EXERCISE REQUIREMENTS:
Here are some records; copy every line that holds the word "Ленина".

═══ RECORD SET ═══

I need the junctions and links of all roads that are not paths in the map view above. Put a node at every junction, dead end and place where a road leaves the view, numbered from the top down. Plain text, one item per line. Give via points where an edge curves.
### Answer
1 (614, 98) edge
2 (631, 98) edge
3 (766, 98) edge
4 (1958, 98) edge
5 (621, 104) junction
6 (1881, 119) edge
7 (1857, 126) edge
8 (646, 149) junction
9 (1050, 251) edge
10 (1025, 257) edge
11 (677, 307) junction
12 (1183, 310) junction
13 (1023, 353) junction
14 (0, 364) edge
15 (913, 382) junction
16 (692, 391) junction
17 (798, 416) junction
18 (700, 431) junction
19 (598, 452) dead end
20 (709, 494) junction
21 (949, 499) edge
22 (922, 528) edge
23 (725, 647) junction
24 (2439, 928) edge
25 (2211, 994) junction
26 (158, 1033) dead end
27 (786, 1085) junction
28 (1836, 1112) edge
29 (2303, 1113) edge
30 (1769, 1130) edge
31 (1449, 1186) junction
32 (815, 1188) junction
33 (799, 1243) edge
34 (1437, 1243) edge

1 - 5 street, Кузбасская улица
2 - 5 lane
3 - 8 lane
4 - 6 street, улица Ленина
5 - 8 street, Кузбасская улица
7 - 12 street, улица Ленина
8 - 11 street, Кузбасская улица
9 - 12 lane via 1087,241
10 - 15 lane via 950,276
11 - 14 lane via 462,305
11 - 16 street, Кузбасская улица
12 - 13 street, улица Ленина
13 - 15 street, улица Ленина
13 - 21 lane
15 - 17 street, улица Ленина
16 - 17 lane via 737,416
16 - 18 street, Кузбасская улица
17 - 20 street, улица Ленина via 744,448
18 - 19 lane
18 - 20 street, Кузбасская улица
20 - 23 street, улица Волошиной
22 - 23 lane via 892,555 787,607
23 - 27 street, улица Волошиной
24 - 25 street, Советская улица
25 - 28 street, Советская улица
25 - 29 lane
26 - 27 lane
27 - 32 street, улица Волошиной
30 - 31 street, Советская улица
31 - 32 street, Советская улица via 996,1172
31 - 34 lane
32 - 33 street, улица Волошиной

═══

RESULT OF THIS EXERCISE:
4 - 6 street, улица Ленина
7 - 12 street, улица Ленина
12 - 13 street, улица Ленина
13 - 15 street, улица Ленина
15 - 17 street, улица Ленина
17 - 20 street, улица Ленина via 744,448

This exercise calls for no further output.